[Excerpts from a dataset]
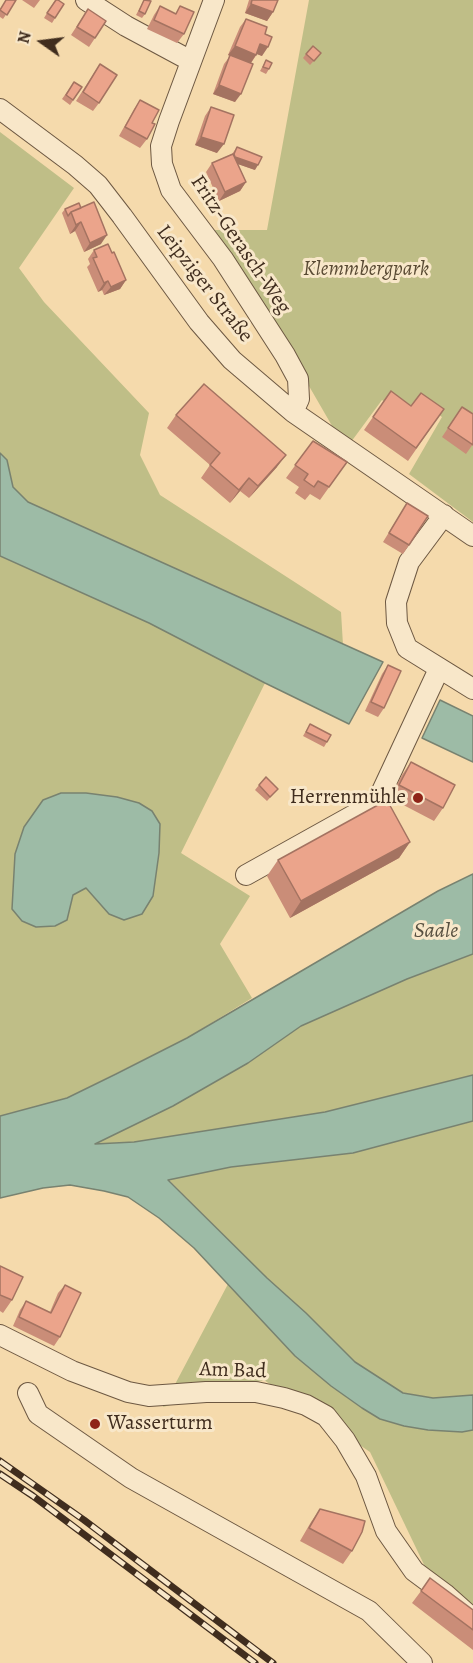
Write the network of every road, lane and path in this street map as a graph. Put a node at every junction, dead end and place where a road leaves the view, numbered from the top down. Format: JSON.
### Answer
{"nodes":[{"id":1,"x":86,"y":0,"type":"edge"},
{"id":2,"x":214,"y":0,"type":"edge"},
{"id":3,"x":191,"y":61,"type":"junction"},
{"id":4,"x":0,"y":109,"type":"edge"},
{"id":5,"x":293,"y":412,"type":"junction"},
{"id":6,"x":444,"y":515,"type":"junction"},
{"id":7,"x":473,"y":536,"type":"edge"},
{"id":8,"x":439,"y":669,"type":"junction"},
{"id":9,"x":473,"y":689,"type":"edge"},
{"id":10,"x":246,"y":875,"type":"dead end"},
{"id":11,"x":0,"y":1335,"type":"edge"},
{"id":12,"x":28,"y":1393,"type":"dead end"},
{"id":13,"x":473,"y":1619,"type":"edge"},
{"id":14,"x":422,"y":1663,"type":"edge"}],
"edges":[{"from":1,"to":3,"type":"street"},
{"from":2,"to":3,"type":"street","name":"Fritz-Gerasch-Weg"},
{"from":3,"to":5,"type":"street","name":"Fritz-Gerasch-Weg"},
{"from":4,"to":5,"type":"street","name":"Leipziger Straße"},
{"from":5,"to":6,"type":"street","name":"Leipziger Straße"},
{"from":6,"to":7,"type":"street","name":"Leipziger Straße"},
{"from":6,"to":8,"type":"street"},
{"from":8,"to":9,"type":"street"},
{"from":8,"to":10,"type":"street"},
{"from":11,"to":13,"type":"street","name":"Am Bad"},
{"from":12,"to":14,"type":"street"}]}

Exercise instructions: In the copy, include every line of the entries above exactly and none of the pictures.

Result:
Write the network of every road, lane and path in this street map as a graph. Put a node at every junction, dead end and place where a road leaves the view, numbered from the top down. Format: JSON.
### Answer
{"nodes":[{"id":1,"x":86,"y":0,"type":"edge"},
{"id":2,"x":214,"y":0,"type":"edge"},
{"id":3,"x":191,"y":61,"type":"junction"},
{"id":4,"x":0,"y":109,"type":"edge"},
{"id":5,"x":293,"y":412,"type":"junction"},
{"id":6,"x":444,"y":515,"type":"junction"},
{"id":7,"x":473,"y":536,"type":"edge"},
{"id":8,"x":439,"y":669,"type":"junction"},
{"id":9,"x":473,"y":689,"type":"edge"},
{"id":10,"x":246,"y":875,"type":"dead end"},
{"id":11,"x":0,"y":1335,"type":"edge"},
{"id":12,"x":28,"y":1393,"type":"dead end"},
{"id":13,"x":473,"y":1619,"type":"edge"},
{"id":14,"x":422,"y":1663,"type":"edge"}],
"edges":[{"from":1,"to":3,"type":"street"},
{"from":2,"to":3,"type":"street","name":"Fritz-Gerasch-Weg"},
{"from":3,"to":5,"type":"street","name":"Fritz-Gerasch-Weg"},
{"from":4,"to":5,"type":"street","name":"Leipziger Straße"},
{"from":5,"to":6,"type":"street","name":"Leipziger Straße"},
{"from":6,"to":7,"type":"street","name":"Leipziger Straße"},
{"from":6,"to":8,"type":"street"},
{"from":8,"to":9,"type":"street"},
{"from":8,"to":10,"type":"street"},
{"from":11,"to":13,"type":"street","name":"Am Bad"},
{"from":12,"to":14,"type":"street"}]}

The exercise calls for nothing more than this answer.